Crigger: Can you speak to the diversification benefits of munis in a portfolio?
Gotelli: For the end advisor, the asset class provides some important benefits such as low correlations or even negative correlations to other asset classes. We have a correlation matrix that shows investment grade municipals and their correlation to the S&P 500 Index (over the trailing 10 years) is nearly zero. For high yield municipals it’s less than 0.25.
Crigger: That sort of non-correlation is hard to find nowadays.
Gotelli: Exactly. But when you look at what corporate high yield provides you, it’s obviously a different lever, right? That’s going to have much more correlation to the equity market.
So when an advisor thinks about the municipal market as a whole, some of those factors that can really benefit a client in their broader portfolio come from the levels of credit and credit exposure, rather than just high quality, passive duration exposure. We take the view that having that broad view of the marketplace and having a full representation of the market helps provide the end user of the product that level of diversification over time.
Crigger: You have a municipal bond mutual fund, and you have the American Century Diversified Municipal Bond ETF (TAXF). What is the advantage of using an ETF wrapper for this strategy?
Gotelli: When we designed TAXF, we were really trying to answer that question. We’d stand in front of clients and say, “We have a tax exempt core intermediate fund, we have a tax exempt high yield fund, and we view it as a core plus a satellite in terms of how you want to manage your duration and credit exposure.” And what we found was investors telling us, “Well, you all are the experts. For those of us that believe in active management, we’re willing to allow you to make that call for us.”
That’s what TAXF obviously is for. It tends to be a tool for advisors willing to allow us to make that allocation for them, allow us to take advantage of those opportunities — intra-month, intra-day, whenever we see opportunity. We don’t have to wait for a model to rebalance to tell us how to position the portfolio. We’re doing this, more or less, in real time.
I think that fits really well for advisors that are attracted to the ETF structure as a whole. Then, as a traditional mutual fund manager, the benefit of the ETF structure has become very apparent to me. Whether it’s the levels of liquidity that the exchange offers and that the market offers to the redemption and creation process allowing for some tax efficiency. You allow somebody who’s traditionally focused on taxes — like a tax-exempt mutual fund — to really have an extra tool in their toolkit through that creation and redemption process to help manage the tax exposure in the portfolio.

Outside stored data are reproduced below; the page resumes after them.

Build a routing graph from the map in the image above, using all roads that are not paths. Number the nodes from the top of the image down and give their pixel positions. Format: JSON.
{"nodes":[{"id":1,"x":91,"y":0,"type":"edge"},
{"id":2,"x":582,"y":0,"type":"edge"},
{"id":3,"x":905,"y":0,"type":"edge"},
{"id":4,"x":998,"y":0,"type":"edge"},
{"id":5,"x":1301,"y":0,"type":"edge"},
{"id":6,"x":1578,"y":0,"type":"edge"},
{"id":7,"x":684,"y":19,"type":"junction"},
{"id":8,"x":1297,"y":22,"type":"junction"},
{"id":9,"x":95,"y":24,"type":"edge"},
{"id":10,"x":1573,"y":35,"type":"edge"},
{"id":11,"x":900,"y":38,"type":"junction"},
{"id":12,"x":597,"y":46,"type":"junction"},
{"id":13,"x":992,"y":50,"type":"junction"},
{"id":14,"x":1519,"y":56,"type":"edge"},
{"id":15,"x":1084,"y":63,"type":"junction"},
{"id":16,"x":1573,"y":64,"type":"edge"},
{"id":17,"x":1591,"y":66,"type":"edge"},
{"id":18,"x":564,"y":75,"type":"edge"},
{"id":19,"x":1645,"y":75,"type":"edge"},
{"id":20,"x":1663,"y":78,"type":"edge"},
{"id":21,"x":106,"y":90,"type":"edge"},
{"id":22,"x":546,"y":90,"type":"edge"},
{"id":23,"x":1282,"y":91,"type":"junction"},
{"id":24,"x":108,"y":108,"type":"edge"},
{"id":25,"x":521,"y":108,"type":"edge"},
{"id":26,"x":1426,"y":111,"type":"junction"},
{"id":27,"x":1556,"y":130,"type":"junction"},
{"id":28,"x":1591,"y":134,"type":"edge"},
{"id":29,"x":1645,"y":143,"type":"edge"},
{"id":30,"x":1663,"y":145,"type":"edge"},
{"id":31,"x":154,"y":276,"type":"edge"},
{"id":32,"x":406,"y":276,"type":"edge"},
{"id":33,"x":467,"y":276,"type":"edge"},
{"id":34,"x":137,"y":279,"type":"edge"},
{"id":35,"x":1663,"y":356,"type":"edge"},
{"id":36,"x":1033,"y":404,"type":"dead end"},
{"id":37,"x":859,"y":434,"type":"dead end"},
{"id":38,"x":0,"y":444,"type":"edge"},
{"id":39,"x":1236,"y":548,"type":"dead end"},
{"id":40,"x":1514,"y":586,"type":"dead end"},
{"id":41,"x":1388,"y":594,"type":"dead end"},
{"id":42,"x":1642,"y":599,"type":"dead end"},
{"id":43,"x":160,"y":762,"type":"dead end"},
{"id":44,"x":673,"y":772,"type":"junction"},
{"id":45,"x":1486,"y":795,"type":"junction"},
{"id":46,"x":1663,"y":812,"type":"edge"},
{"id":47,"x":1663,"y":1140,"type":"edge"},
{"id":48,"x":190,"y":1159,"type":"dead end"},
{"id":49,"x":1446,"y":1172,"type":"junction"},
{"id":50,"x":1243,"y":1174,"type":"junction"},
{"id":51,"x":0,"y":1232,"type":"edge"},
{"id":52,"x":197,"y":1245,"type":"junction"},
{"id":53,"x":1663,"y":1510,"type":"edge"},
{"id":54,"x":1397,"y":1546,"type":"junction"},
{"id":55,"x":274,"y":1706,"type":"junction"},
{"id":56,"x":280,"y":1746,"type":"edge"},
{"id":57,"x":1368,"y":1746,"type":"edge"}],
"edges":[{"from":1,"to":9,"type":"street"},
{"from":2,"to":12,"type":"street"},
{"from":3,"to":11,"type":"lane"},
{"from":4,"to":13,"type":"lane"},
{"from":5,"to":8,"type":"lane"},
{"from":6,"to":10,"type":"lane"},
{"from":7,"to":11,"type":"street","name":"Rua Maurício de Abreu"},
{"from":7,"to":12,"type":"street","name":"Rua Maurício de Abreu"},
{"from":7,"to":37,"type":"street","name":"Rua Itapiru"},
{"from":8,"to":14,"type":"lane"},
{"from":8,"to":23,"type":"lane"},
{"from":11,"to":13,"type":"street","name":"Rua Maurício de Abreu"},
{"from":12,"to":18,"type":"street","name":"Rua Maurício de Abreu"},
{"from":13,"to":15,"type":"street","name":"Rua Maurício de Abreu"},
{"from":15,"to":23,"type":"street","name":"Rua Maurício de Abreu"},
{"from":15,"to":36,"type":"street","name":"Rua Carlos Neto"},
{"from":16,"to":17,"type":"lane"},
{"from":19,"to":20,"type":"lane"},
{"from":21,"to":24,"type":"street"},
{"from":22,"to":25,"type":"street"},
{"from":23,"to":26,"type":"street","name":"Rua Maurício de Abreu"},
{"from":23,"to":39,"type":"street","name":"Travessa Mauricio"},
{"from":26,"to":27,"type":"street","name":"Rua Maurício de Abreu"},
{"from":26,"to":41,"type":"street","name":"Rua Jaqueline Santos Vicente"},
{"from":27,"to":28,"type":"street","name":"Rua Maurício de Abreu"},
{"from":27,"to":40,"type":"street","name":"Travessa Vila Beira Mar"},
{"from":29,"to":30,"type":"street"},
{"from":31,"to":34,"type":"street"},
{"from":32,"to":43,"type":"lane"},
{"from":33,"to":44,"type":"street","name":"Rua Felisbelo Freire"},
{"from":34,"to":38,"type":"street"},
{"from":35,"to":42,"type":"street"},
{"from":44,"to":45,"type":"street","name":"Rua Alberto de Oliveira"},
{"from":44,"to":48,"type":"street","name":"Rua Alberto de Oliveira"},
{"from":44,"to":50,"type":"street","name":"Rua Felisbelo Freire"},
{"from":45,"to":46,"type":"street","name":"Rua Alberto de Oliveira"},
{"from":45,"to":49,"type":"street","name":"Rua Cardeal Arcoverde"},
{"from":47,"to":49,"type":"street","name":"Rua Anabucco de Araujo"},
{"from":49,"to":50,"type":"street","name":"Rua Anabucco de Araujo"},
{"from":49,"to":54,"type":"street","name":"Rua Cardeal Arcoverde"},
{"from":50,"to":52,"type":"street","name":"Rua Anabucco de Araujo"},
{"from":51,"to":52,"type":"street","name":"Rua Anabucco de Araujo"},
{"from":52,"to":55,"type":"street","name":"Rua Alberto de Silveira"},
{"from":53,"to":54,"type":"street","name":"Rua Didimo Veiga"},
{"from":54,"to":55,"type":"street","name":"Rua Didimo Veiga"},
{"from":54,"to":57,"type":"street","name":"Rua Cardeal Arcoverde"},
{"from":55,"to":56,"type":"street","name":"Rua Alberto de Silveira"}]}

Crigger: What are folks still overlooking when it comes to muni bonds?
Gotelli: Right now, I think an eye on the duration impact in the portfolio is going to be key in the near term. But in terms of allocation to munis overall, I think that most investors are still underweight. Most could benefit from the tax exemptions, especially for the advisors with a higher net worth clientele in high tax states across the country.

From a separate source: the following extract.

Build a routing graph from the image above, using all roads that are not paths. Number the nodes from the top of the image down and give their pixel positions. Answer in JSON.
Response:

I do think that it is an asset class to hold for the long term, which will help mitigate some of the volatility investors may experience. We have examples where we show just the holding period returns, where you rarely have had two years in a row where you have negative returns. So having a time horizon and being in the market for more than a short-term trade, that’s important too. Because this is an investment vehicle, I wouldn’t call it a trading vehicle. It allows us to use those levers that we just described to strive to achieve those returns over time. That’s how I would view the best way to use the asset class, and TAXF is a great way to access it.